August 14: Enhancing Reading Engagement: From Reading Compliance to Collaborative Meaning-Making with Perusall

Offered by Baynard Bailey, Assistant Director, Academic Computing and Pier Carlo Tommasi, Assistant Professor of Chinese and Japanese

When: August 14, 9:00 a.m. –3:00 p.m.
Where: Main (Thompson) Library

This one-day workshop introduces faculty to Perusall, a collaborative annotation platform designed to transform reading from a solitary task into a shared intellectual experience. Building on Dr. Pier Carlo Tommasi’s (CHJA Department) experience using this e-learning tool in literature and language courses, the workshop will show how structured, low-stakes annotation can improve reading compliance, deepen student engagement, and foster more meaningful in-class discussion. 

This workshop responds to concerns widely shared across departments: How can we make sure that students come to class prepared, engaged, and ready to participate in discussion? Traditional LMS tools often fall short in this regard, as they do not reliably foster sustained interaction with texts. Perusall also introduces a form of accountable engagement that can help mitigate concerns around AI-generated work, while ultimately encouraging more spontaneous, authentic participation.

Through online interaction with texts and peer comments, students not only complete readings more consistently but also develop a stronger sense of intellectual community and arrive in class better prepared to participate.
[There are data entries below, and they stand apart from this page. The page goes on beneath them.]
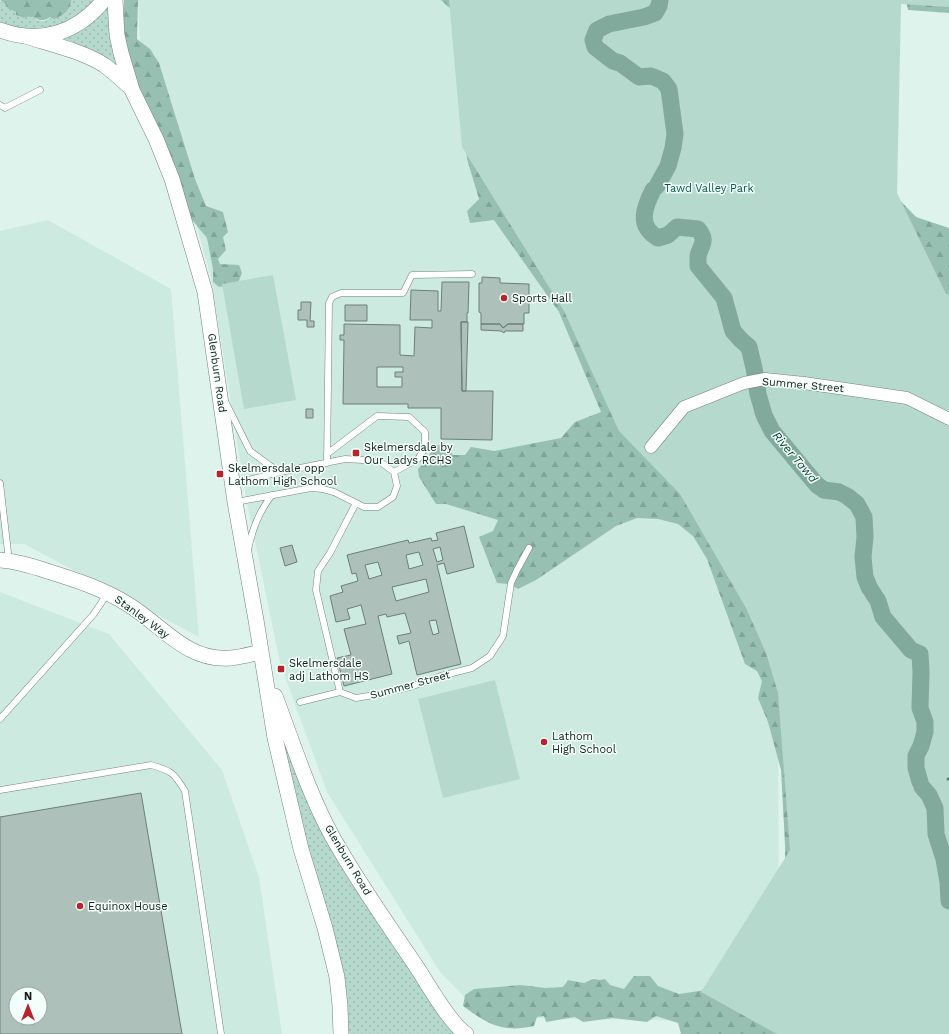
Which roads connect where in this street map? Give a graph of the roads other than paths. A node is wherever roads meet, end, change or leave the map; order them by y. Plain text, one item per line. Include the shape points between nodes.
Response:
1 (104, 0) edge
2 (114, 0) edge
3 (0, 30) edge
4 (26, 36) junction
5 (40, 90) dead end
6 (132, 90) junction
7 (0, 105) edge
8 (472, 274) dead end
9 (218, 387) junction
10 (949, 418) edge
11 (651, 447) dead end
12 (327, 454) junction
13 (327, 463) junction
14 (280, 472) junction
15 (394, 472) junction
16 (0, 483) edge
17 (232, 484) junction
18 (272, 495) junction
19 (235, 502) junction
20 (356, 503) junction
21 (529, 548) dead end
22 (5, 561) edge
23 (246, 566) junction
24 (108, 593) junction
25 (261, 652) junction
26 (264, 667) junction
27 (340, 692) junction
28 (300, 702) dead end
29 (0, 719) edge
30 (0, 790) edge
31 (221, 1034) edge
32 (341, 1034) edge
33 (466, 1034) edge

1 - 4 street via 95,11 70,29 42,37
2 - 6 street, Glenburn Road via 117,35
3 - 4 street
4 - 6 street, Glenburn Road via 88,57 118,76
5 - 7 lane via 5,108
6 - 9 street, Glenburn Road via 172,179 205,292
8 - 12 lane via 412,275 403,293 341,294 332,298 329,304
9 - 14 lane via 250,451
9 - 17 street, Glenburn Road
10 - 11 street, Summer Street via 907,398 765,379 744,383 684,407
12 - 13 lane
12 - 15 lane via 377,416 409,417 425,432 425,448 418,459
13 - 14 lane
13 - 15 lane via 345,459 379,461
14 - 17 lane
15 - 20 lane via 397,486 394,497 378,507 364,507
16 - 22 lane
17 - 19 street, Glenburn Road
18 - 19 lane
18 - 20 lane via 323,488
18 - 23 lane via 255,526
19 - 23 street, Glenburn Road
20 - 27 lane via 318,571 316,590
21 - 27 lane, Summer Street via 511,583 503,636 490,656 472,668 380,694 356,698
22 - 24 street, Stanley Way via 22,563
23 - 25 street, Glenburn Road
24 - 25 street, Stanley Way via 136,610 191,651 213,657 231,658
24 - 29 lane via 94,615
25 - 26 street, Glenburn Road
26 - 32 street, Glenburn Road via 286,792 337,977
26 - 33 street, Glenburn Road via 314,799 332,836 440,1002
27 - 28 lane
30 - 31 lane via 151,765 174,774 185,791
With the College poised to adopt a Perusall license (supported by the Fergusson Fund), this PIA will also serve as an opportunity to familiarize faculty across campus with this platform and explore its broader pedagogical potential through discussion and hands-on activities. Participants will leave the workshop with concrete strategies and sample activities that they can readily adapt for their own courses, as well as a clearer understanding of how this technology can be used to reshape students’ habits of reading, writing, and a/synchronous engagement.

Research regarding Perusall’s effectiveness

August 19: AI-Resistant Pedagogy

Offered by Baynard Bailey, Assistant Director, Academic Computing, and Jamie Kelly, Associate Professor of Philosophy

When: Wednesday, August 19, 9 a.m.–3 p.m. (with breakfast and lunch provided)
Where: Main (Thompson) Library—Room 153 & Class of 1951 Reading Room

The influence of AI is all around us and is of great concern to faculty at Vassar College. It seems most of us are past the shock phase and are working on modifying our approaches to teaching in light of the fact that AI tools are now omnipresent. This workshop will be a place for participants to share what has worked for them. Participants will also be exposed to new ideas and be given space to workshop “AI-Resistant” pedagogy for use in their own teaching.

Many faculty have voiced concerns about not wanting to be the “police” of higher education. Hopefully, the workshop will provide opportunities for faculty to build trust with their students despite AI’s tendrils creeping into everything.